(Beginning of EXTRACTED MATERIAL)

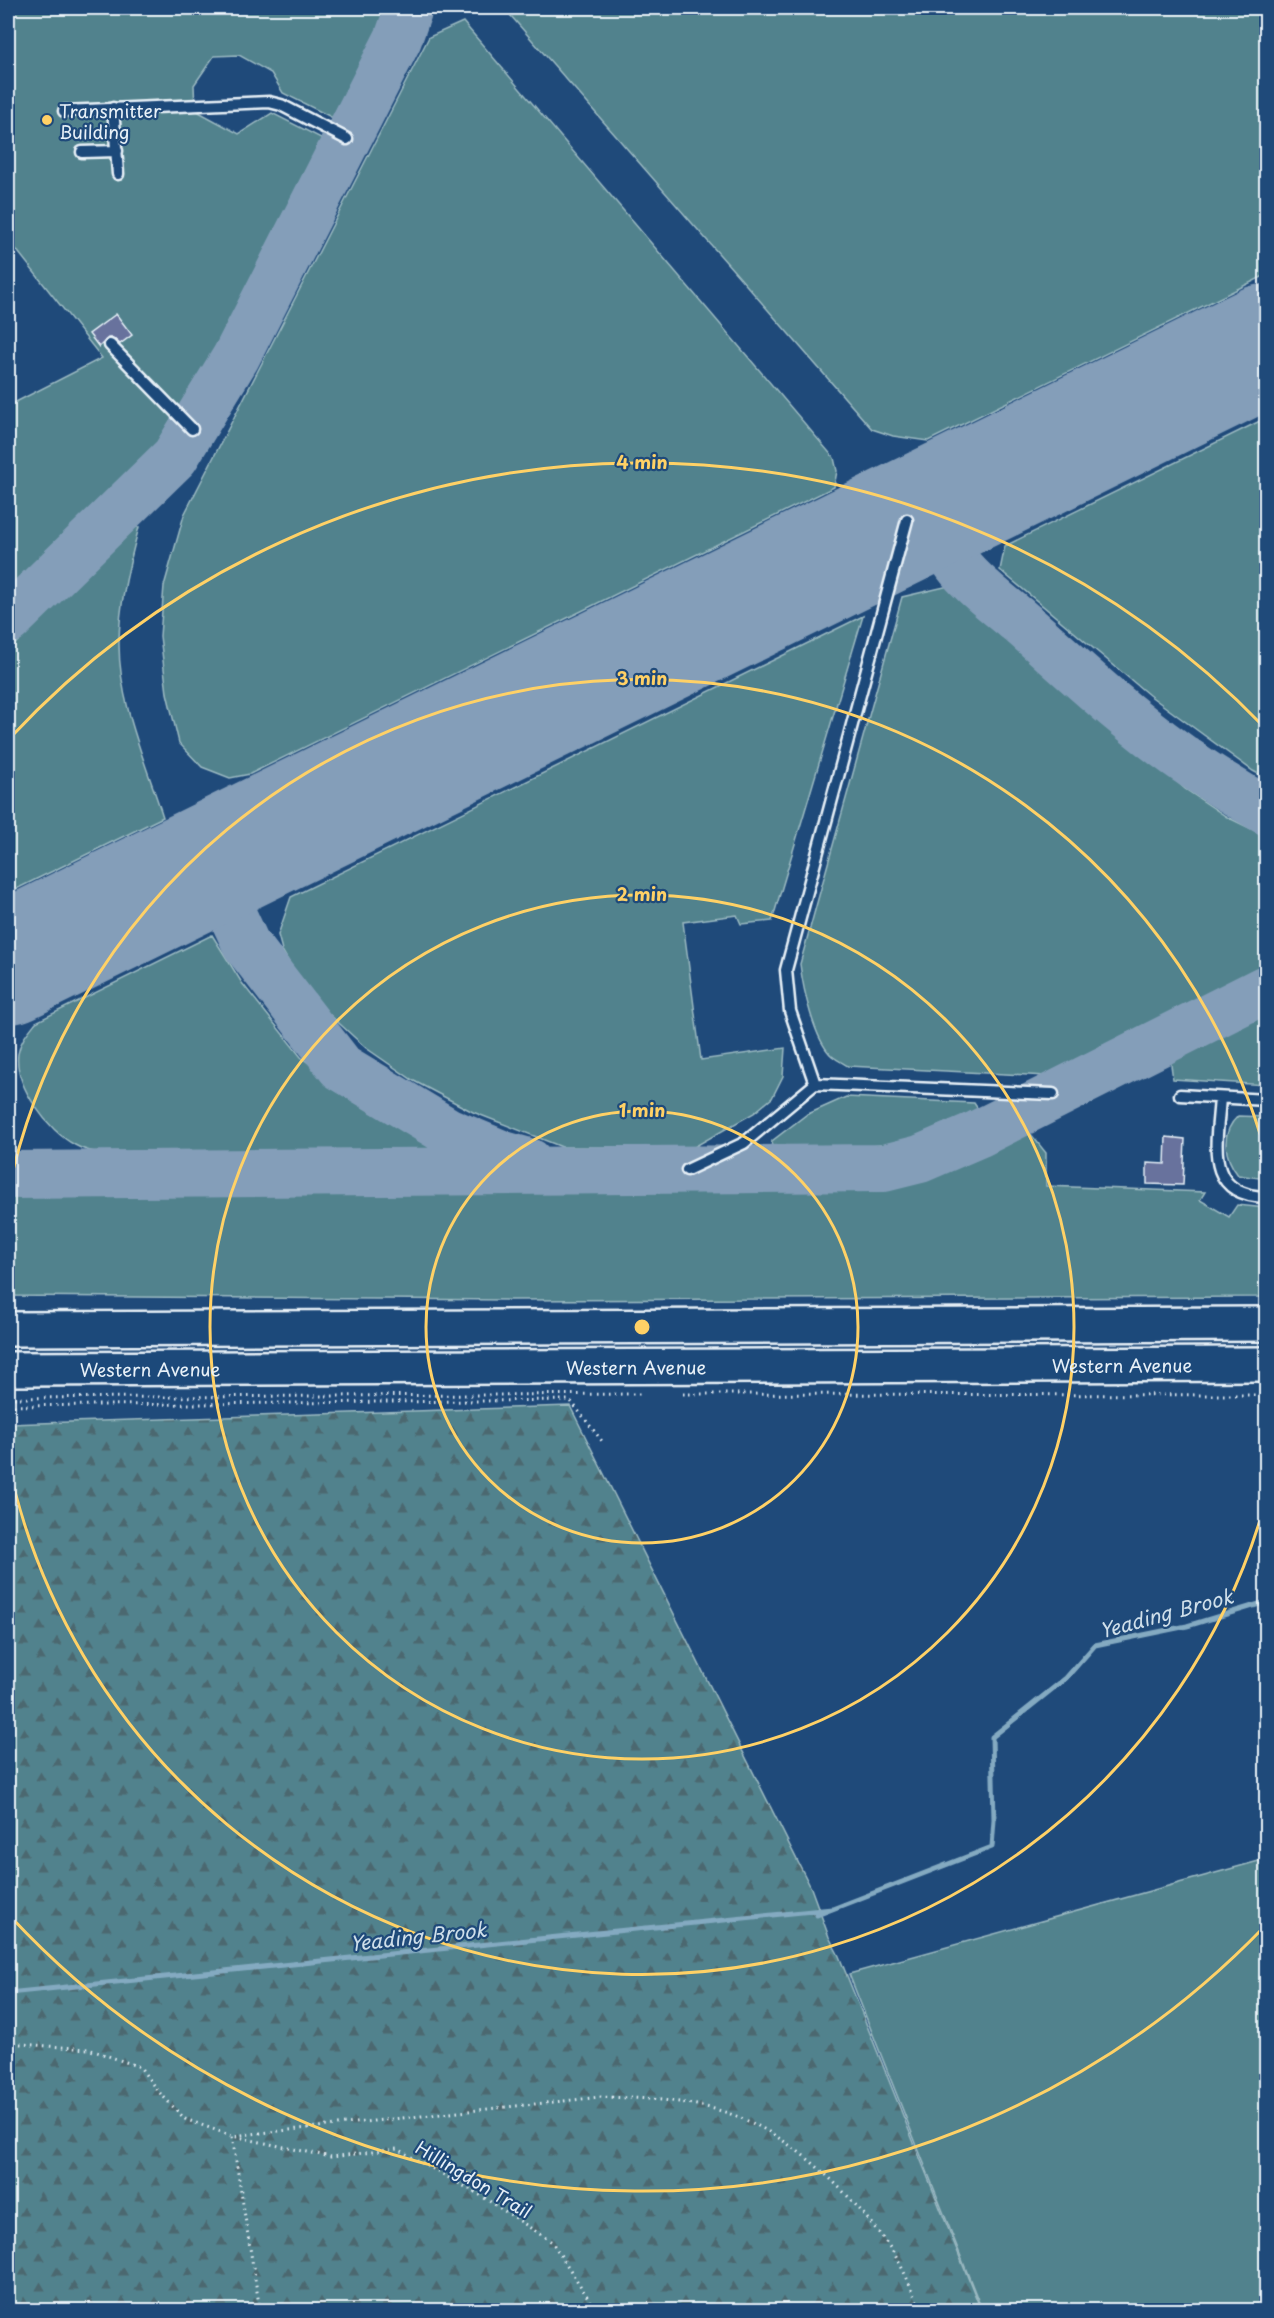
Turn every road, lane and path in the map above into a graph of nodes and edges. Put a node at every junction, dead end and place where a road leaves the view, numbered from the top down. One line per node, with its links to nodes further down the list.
1 (113, 108): 2 (lane); 3 (lane); 4 (lane)
2 (64, 111)
3 (347, 139)
4 (117, 151): 5 (lane); 6 (lane)
5 (82, 152)
6 (118, 174)
7 (110, 345): 8 (lane)
8 (192, 429)
9 (907, 520): 10 (lane)
10 (816, 1084): 11 (lane); 15 (lane)
11 (1053, 1094)
12 (1180, 1095): 13 (lane)
13 (1220, 1098): 14 (lane); 16 (lane)
14 (1266, 1100)
15 (687, 1170)
16 (1266, 1197)
17 (1266, 1324): 18 (highway)
18 (8, 1329)
19 (1266, 1364): 20 (highway, Western Avenue)
20 (8, 1369)
21 (651, 1394): 24 (path)
22 (675, 1394): 23 (path)
23 (1266, 1395)
24 (8, 1398)
25 (8, 1406): 26 (path)
26 (602, 1441)
27 (8, 2043): 28 (path, Hillingdon Trail)
28 (232, 2136): 29 (path); 30 (path, Hillingdon Trail); 31 (path)
29 (260, 2310)
30 (596, 2310)
31 (921, 2310)

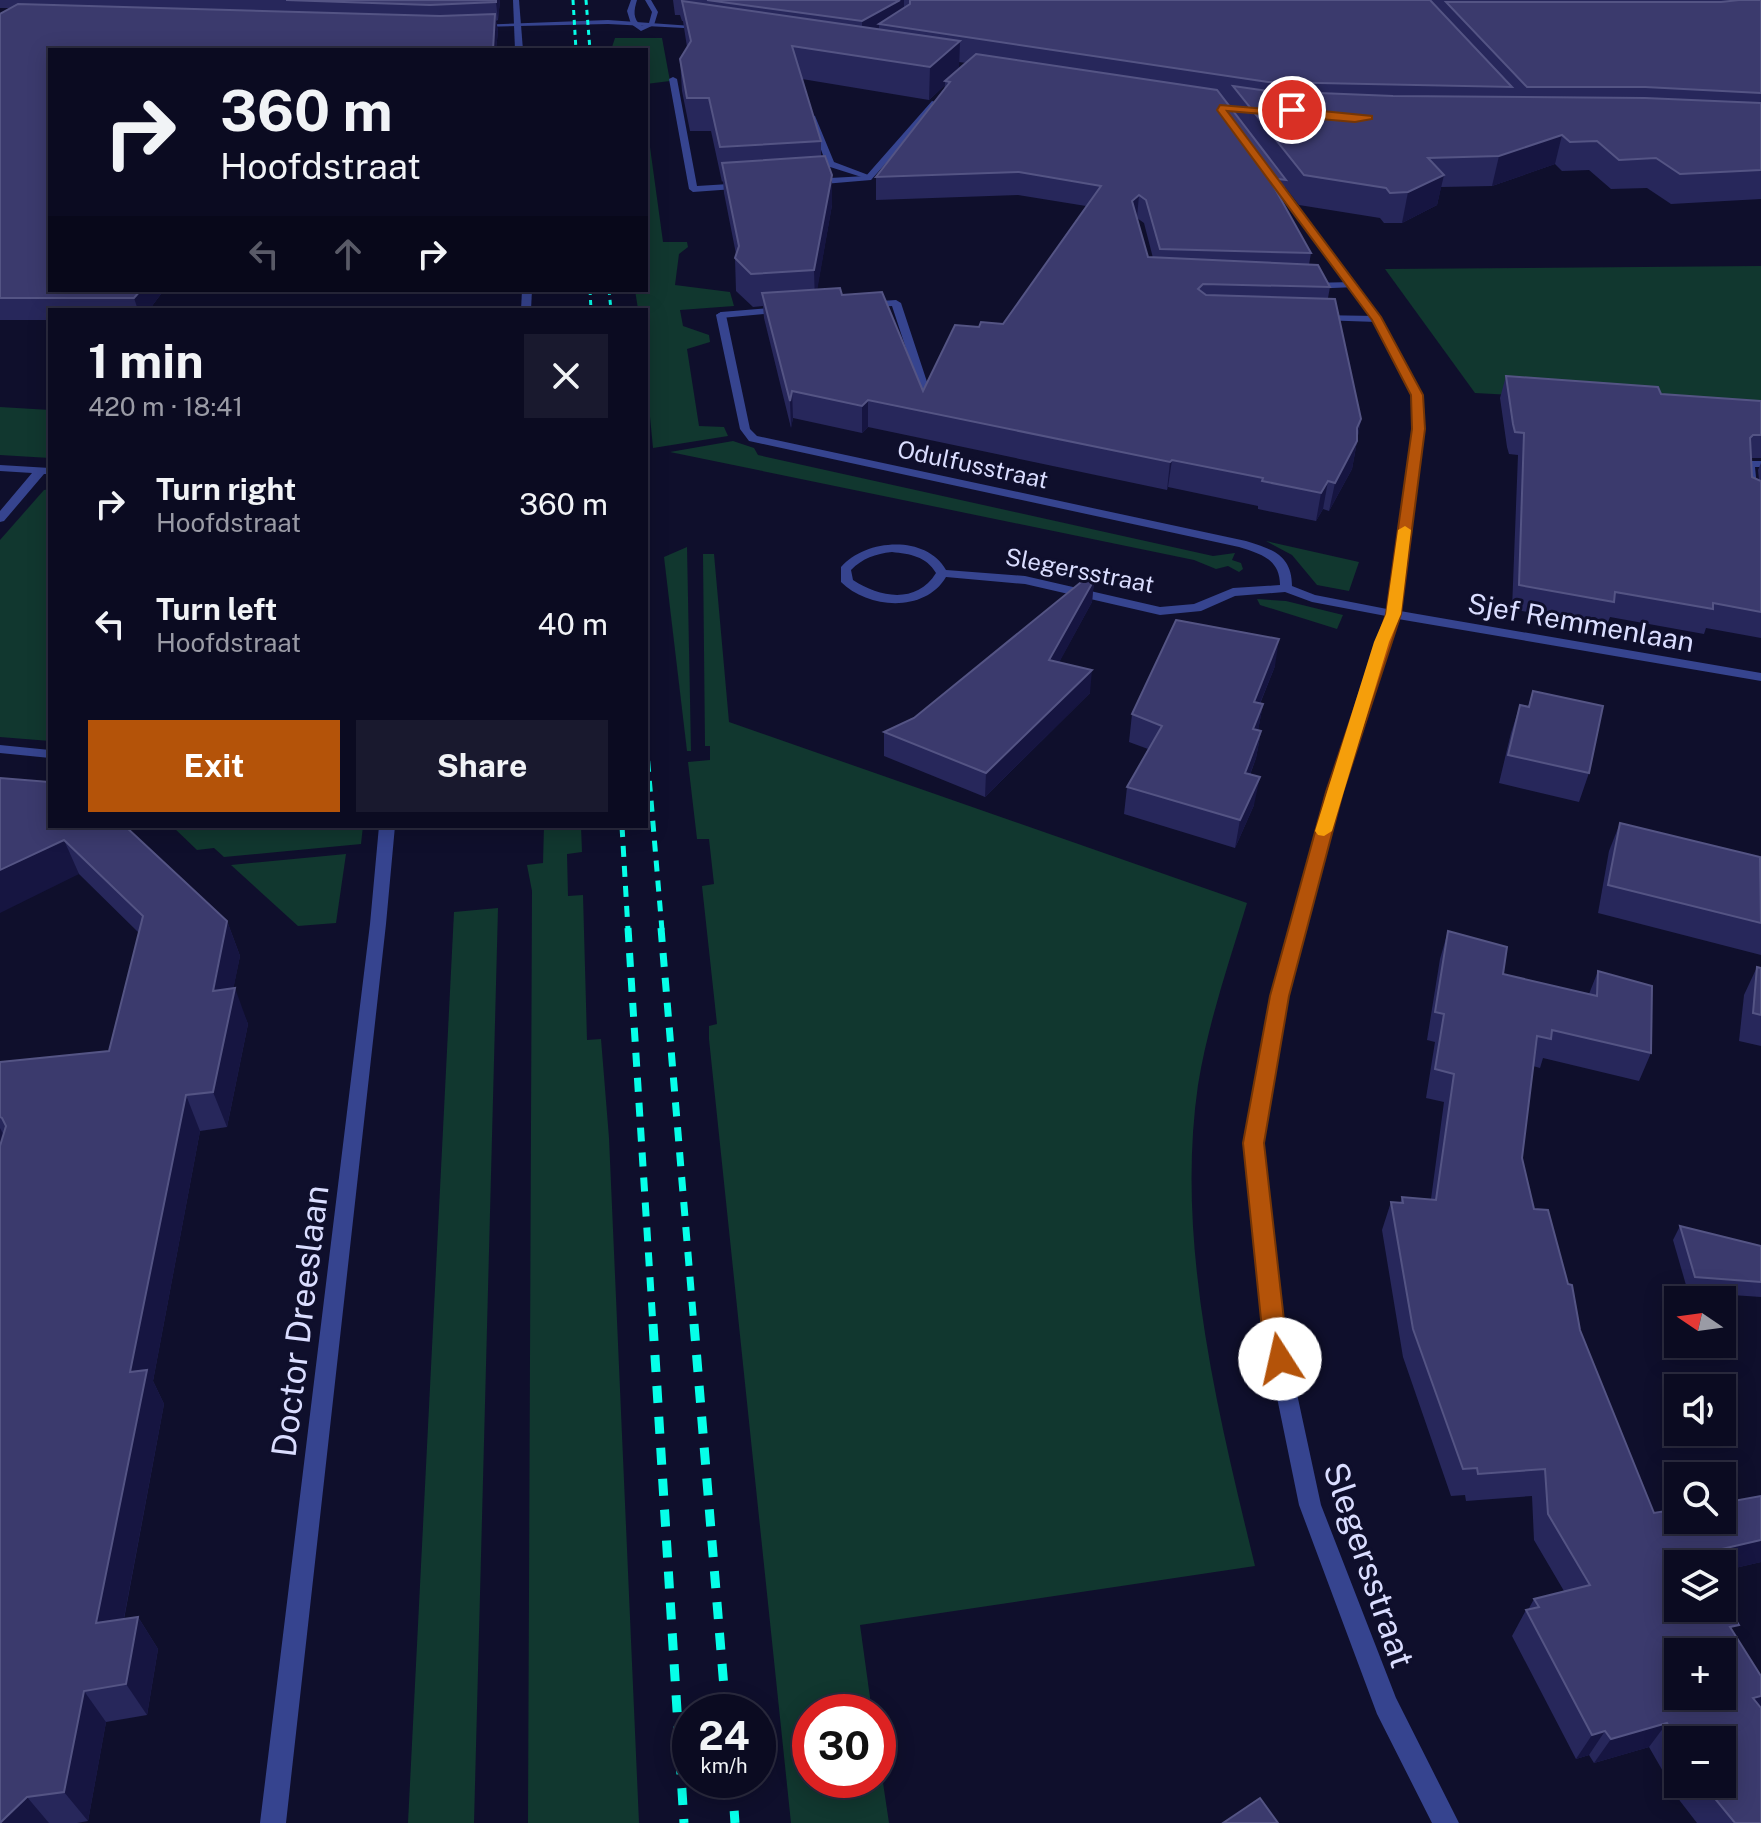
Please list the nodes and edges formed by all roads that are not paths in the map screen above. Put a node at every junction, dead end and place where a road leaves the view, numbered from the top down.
1 (516, 0) edge
2 (634, 0) edge
3 (648, 0) edge
4 (633, 23) junction
5 (652, 24) junction
6 (516, 26) junction
7 (465, 28) edge
8 (641, 29) junction
9 (519, 48) edge
10 (673, 79) dead end
11 (938, 100) edge
12 (809, 110) edge
13 (1265, 166) edge
14 (868, 178) junction
15 (797, 183) edge
16 (754, 185) edge
17 (1294, 285) edge
18 (1353, 285) junction
19 (853, 306) edge
20 (795, 309) edge
21 (1314, 317) edge
22 (1377, 319) junction
23 (926, 394) edge
24 (1761, 464) edge
25 (0, 468) edge
26 (45, 471) edge
27 (1761, 502) edge
28 (0, 518) edge
29 (942, 573) junction
30 (1286, 588) junction
31 (1393, 614) junction
32 (1761, 677) edge
33 (0, 749) edge
34 (48, 754) edge
35 (387, 828) edge
36 (273, 1823) edge
37 (1446, 1823) edge

1 - 6 street
2 - 4 street
3 - 5 street
4 - 5 street
4 - 6 street
4 - 8 street
5 - 8 street
5 - 8 street
6 - 7 street
6 - 8 street
6 - 9 street
10 - 16 street
11 - 14 street
12 - 14 street
13 - 18 street, Slegersstraat
14 - 15 street
17 - 18 street
18 - 22 street, Slegersstraat
19 - 23 street
20 - 30 street, Odulfusstraat
21 - 22 street
22 - 31 street, Slegersstraat
24 - 27 street
25 - 26 street
26 - 28 street
29 - 29 street
29 - 30 street, Slegersstraat
30 - 31 street, Slegersstraat
31 - 32 street, Sjef Remmenlaan
31 - 37 street, Slegersstraat
33 - 34 street
35 - 36 street, Doctor Dreeslaan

(End of EXTRACTED MATERIAL)

#### TASK PROMPT
What lines in the listing contain "nodes"? Copy them all.

#### YOUR RESPONSE
Turn every road, lane and path in the map above into a graph of nodes and edges. Put a node at every junction, dead end and place where a road leaves the view, numbered from the top down. One line per node, with its links to nodes further down the list.
Please list the nodes and edges formed by all roads that are not paths in the map screen above. Put a node at every junction, dead end and place where a road leaves the view, numbered from the top down.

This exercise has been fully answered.